Une amie me disait que la seule chose que lui avait donnée envie de faire le dernier Nothomb, plutôt décevant selon elle, était de boire du champagne tous les jours à tous les repas. Pas si décevant que ça, donc, car un livre qui parle d’ivresse et qui donne envie de s’enivrer est un livre réussi au-delà de toutes limites - et je suis bien d’accord avec elle (Amélie, pas cette amie)  quand elle déclare dès la deuxième page que les gens qui font attention à ne pas être « pompette » quand ils boivent sont aussi absurdes que ceux qui prendraient garde à ne pas être charmés en regardant une jolie fille. Pour ma part, ce que j’ai toujours adoré dans ses livres est l’effet physique qu’ils faisaient sur moi et que ce Pétronille king size n’aura pas démenti. Non seulement il donne envie de s’enivrer mais encore de faire du ski, d’aller à Londres et, par-dessus tout, de lire les livres de cette mademoiselle Fanto, jeune écrivain qui débarque un jour dans la vie d’Amélie et qui va devenir son compagnon de beuverie, ou plutôt, puisque« le mot compagnon a pour étymologie le partage du pain », son« convignon » ou sa« convigne »– en même temps, et en vieux routier nothombien, je le dis tout net, que son meilleur personnage.

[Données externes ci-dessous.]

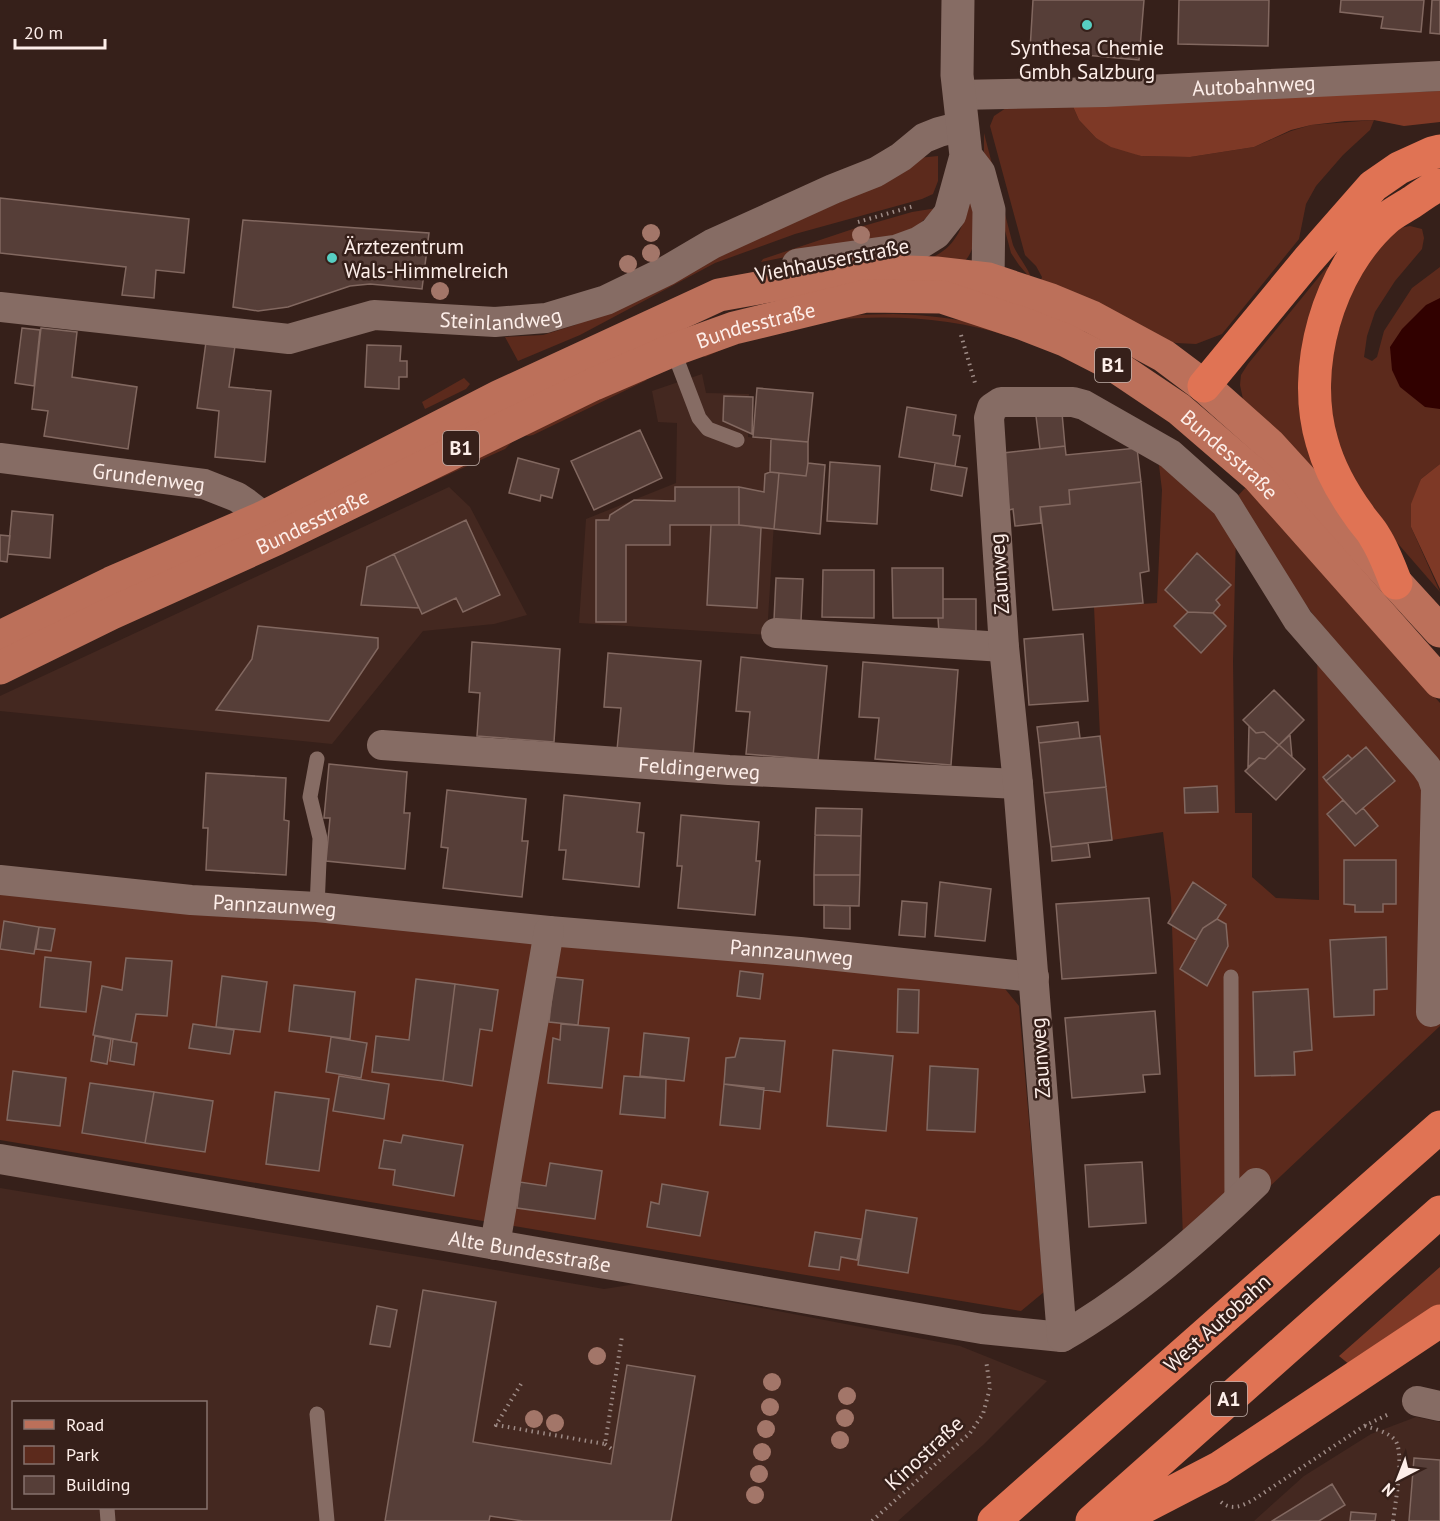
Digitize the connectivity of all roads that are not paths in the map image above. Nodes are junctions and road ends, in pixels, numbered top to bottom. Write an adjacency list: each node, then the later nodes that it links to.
1 (958, 0): 3 (street, Viehhauserstraße)
2 (1440, 76): 3 (street, Autobahnweg)
3 (962, 126): 6 (street); 7 (street, Viehhauserstraße); 9 (street, Steinlandweg)
4 (1440, 151): 11 (highway)
5 (1440, 185): 16 (highway)
6 (988, 279): 7 (main road, Bundesstraße / B1); 8 (street); 11 (main road, Bundesstraße / B1)
7 (719, 295): 15 (main road, Bundesstraße / B1)
8 (942, 297): 10 (main road, Bundesstraße / B1); 14 (main road, Bundesstraße / B1)
9 (0, 307)
10 (673, 350): 12 (lane); 15 (main road, Bundesstraße / B1)
11 (1204, 386): 14 (main road); 16 (main road, Bundesstraße / B1)
12 (737, 440)
13 (0, 458): 15 (street, Grundenweg)
14 (1258, 477): 22 (main road, Bundesstraße / B1)
15 (270, 528): 19 (main road, Bundesstraße / B1); 21 (main road, Bundesstraße / B1)
16 (1396, 583): 17 (main road, Bundesstraße / B1)
17 (1440, 631)
18 (776, 633): 20 (street)
19 (0, 637)
20 (1004, 647): 25 (street, Zaunweg); 31 (street, Zaunweg)
21 (0, 668)
22 (1440, 682)
23 (382, 745): 25 (street, Feldingerweg)
24 (316, 759): 27 (lane)
25 (1018, 784): 29 (street, Zaunweg)
26 (0, 880): 27 (street, Pannzaunweg)
27 (317, 907): 28 (street, Pannzaunweg)
28 (549, 931): 29 (street, Pannzaunweg); 37 (street)
29 (1034, 977): 39 (street, Zaunweg)
30 (1231, 977): 35 (lane)
31 (1431, 1012)
32 (1440, 1127): 42 (highway, West Autobahn)
33 (0, 1159): 37 (street, Alte Bundesstraße)
34 (1256, 1183): 35 (street)
35 (1232, 1206): 39 (street)
36 (1440, 1212): 43 (highway, A1)
37 (495, 1245): 39 (street, Alte Bundesstraße)
38 (1440, 1321): 44 (highway)
39 (1062, 1337)
40 (317, 1414): 41 (lane)
41 (327, 1521)
42 (994, 1521)
43 (1092, 1521)
44 (1117, 1521)

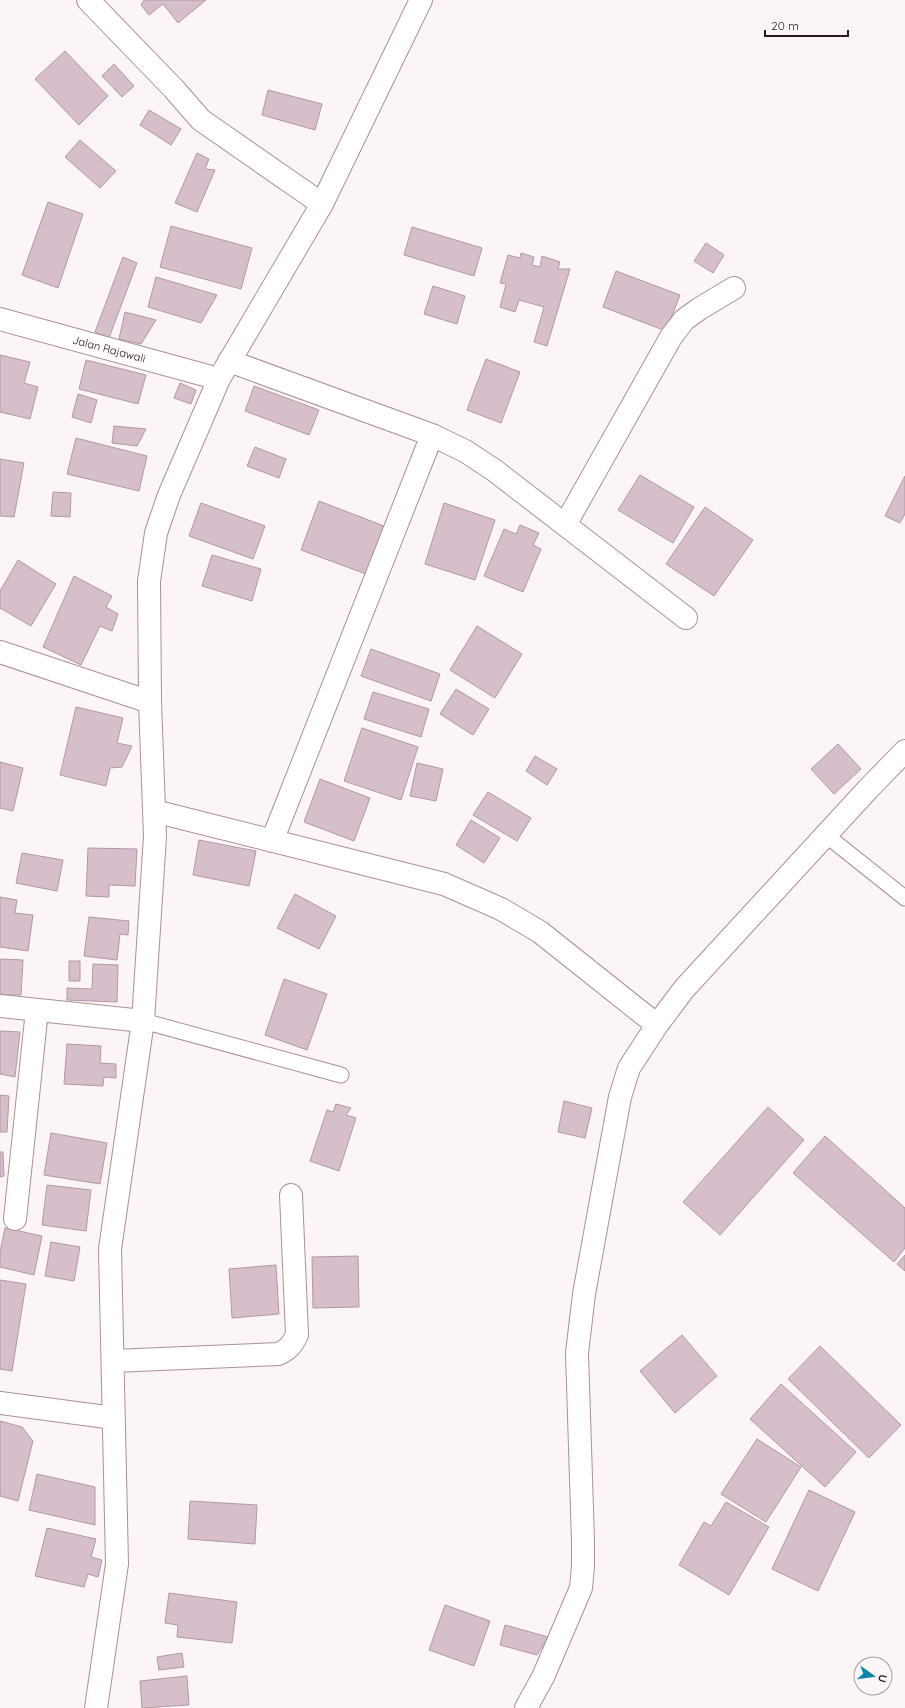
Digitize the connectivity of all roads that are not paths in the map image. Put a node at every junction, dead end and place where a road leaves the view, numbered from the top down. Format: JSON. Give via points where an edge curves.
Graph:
{"nodes":[{"id":1,"x":88,"y":0,"type":"edge"},
{"id":2,"x":421,"y":0,"type":"edge"},
{"id":3,"x":322,"y":204,"type":"junction"},
{"id":4,"x":734,"y":288,"type":"dead end"},
{"id":5,"x":0,"y":319,"type":"edge"},
{"id":6,"x":224,"y":370,"type":"junction"},
{"id":7,"x":432,"y":435,"type":"junction"},
{"id":8,"x":565,"y":525,"type":"junction"},
{"id":9,"x":686,"y":618,"type":"dead end"},
{"id":10,"x":0,"y":652,"type":"edge"},
{"id":11,"x":150,"y":702,"type":"junction"},
{"id":12,"x":905,"y":751,"type":"edge"},
{"id":13,"x":154,"y":811,"type":"junction"},
{"id":14,"x":826,"y":835,"type":"junction"},
{"id":15,"x":272,"y":841,"type":"junction"},
{"id":16,"x":905,"y":898,"type":"edge"},
{"id":17,"x":0,"y":1006,"type":"edge"},
{"id":18,"x":37,"y":1010,"type":"junction"},
{"id":19,"x":143,"y":1021,"type":"junction"},
{"id":20,"x":657,"y":1025,"type":"junction"},
{"id":21,"x":341,"y":1075,"type":"dead end"},
{"id":22,"x":291,"y":1195,"type":"dead end"},
{"id":23,"x":15,"y":1219,"type":"dead end"},
{"id":24,"x":113,"y":1361,"type":"junction"},
{"id":25,"x":0,"y":1403,"type":"edge"},
{"id":26,"x":114,"y":1418,"type":"junction"},
{"id":27,"x":96,"y":1708,"type":"edge"},
{"id":28,"x":526,"y":1708,"type":"edge"}],
"edges":[{"from":1,"to":3,"type":"street","via":[[201,120]]},
{"from":2,"to":3,"type":"street"},
{"from":3,"to":6,"type":"street"},
{"from":4,"to":8,"type":"street","via":[[684,320],[671,337]]},
{"from":5,"to":6,"type":"street","name":"Jalan Rajawali"},
{"from":6,"to":7,"type":"street","name":"Jalan Rajawali"},
{"from":6,"to":11,"type":"street","via":[[169,495],[156,533],[149,581]]},
{"from":7,"to":8,"type":"street","name":"Jalan Rajawali","via":[[465,451],[494,470]]},
{"from":7,"to":15,"type":"street"},
{"from":8,"to":9,"type":"street","name":"Jalan Rajawali"},
{"from":10,"to":11,"type":"street"},
{"from":11,"to":13,"type":"street"},
{"from":12,"to":14,"type":"street"},
{"from":13,"to":15,"type":"street"},
{"from":13,"to":19,"type":"street","via":[[155,836]]},
{"from":14,"to":16,"type":"lane"},
{"from":14,"to":20,"type":"street","via":[[684,989]]},
{"from":15,"to":20,"type":"street","via":[[444,884],[501,909],[540,932]]},
{"from":17,"to":18,"type":"street"},
{"from":18,"to":19,"type":"street"},
{"from":18,"to":23,"type":"street"},
{"from":19,"to":21,"type":"lane"},
{"from":19,"to":24,"type":"street","via":[[110,1249]]},
{"from":20,"to":28,"type":"street","via":[[629,1068],[620,1097],[581,1315],[577,1353],[583,1541],[581,1588],[543,1677]]},
{"from":22,"to":24,"type":"street","via":[[297,1335],[286,1351],[278,1354]]},
{"from":24,"to":26,"type":"street"},
{"from":25,"to":26,"type":"street"},
{"from":26,"to":27,"type":"street","via":[[117,1564]]}]}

 Pétronille Fanto, c’est une Amélie Nothomb prol', hard, sans filtre, qui n’hésite pas à dire à celle-ci « qu’on devient écrivain à cause d’elle, sans se rendre compte que personne ne dispose de son combustible. » Une romancière qui plaît moins aux critiques qu’aux écrivains et qui par conséquent se révèle meilleur critique que les critiques. Une fille d’un genre mauvais garçon comme on en voit dans les pièces de Shakespeare dont elle est d’ailleurs spécialiste. Une excessive qui aime le désert autant qu’Amélie aime la neige. Une synesthésique qui pousse l’expérimentation de son corps jusqu’à mettre celui-ci en danger.  Une gauchiste intégriste qui trouve sa poésie dans ses origines populaires et prouve à l’aristocrate belge que tout le monde n’a pas eu la chance d’avoir des parents communistes – à ce propos, a-t-on remarqué que l’auteur du Sabotage amoureux, dont tout le monde dit qu’elle écrit le même livre depuis vingt ans, a, au contraire, une curiosité sociale dont peu de ses collègues puissent se réclamer, preuve ses derniers livres qui explorent autant de nouveaux mondes et de nouveaux milieux, bien au-delà de son Japon matriciel ?  L’Amérique beatnick de Tuer le père ou militaire d’Une forme de vie, l’Espagne des Grands de Barbe Bleu, et aujourd’hui cette France « rouge » qu’on croyait à tort d’un autre âge.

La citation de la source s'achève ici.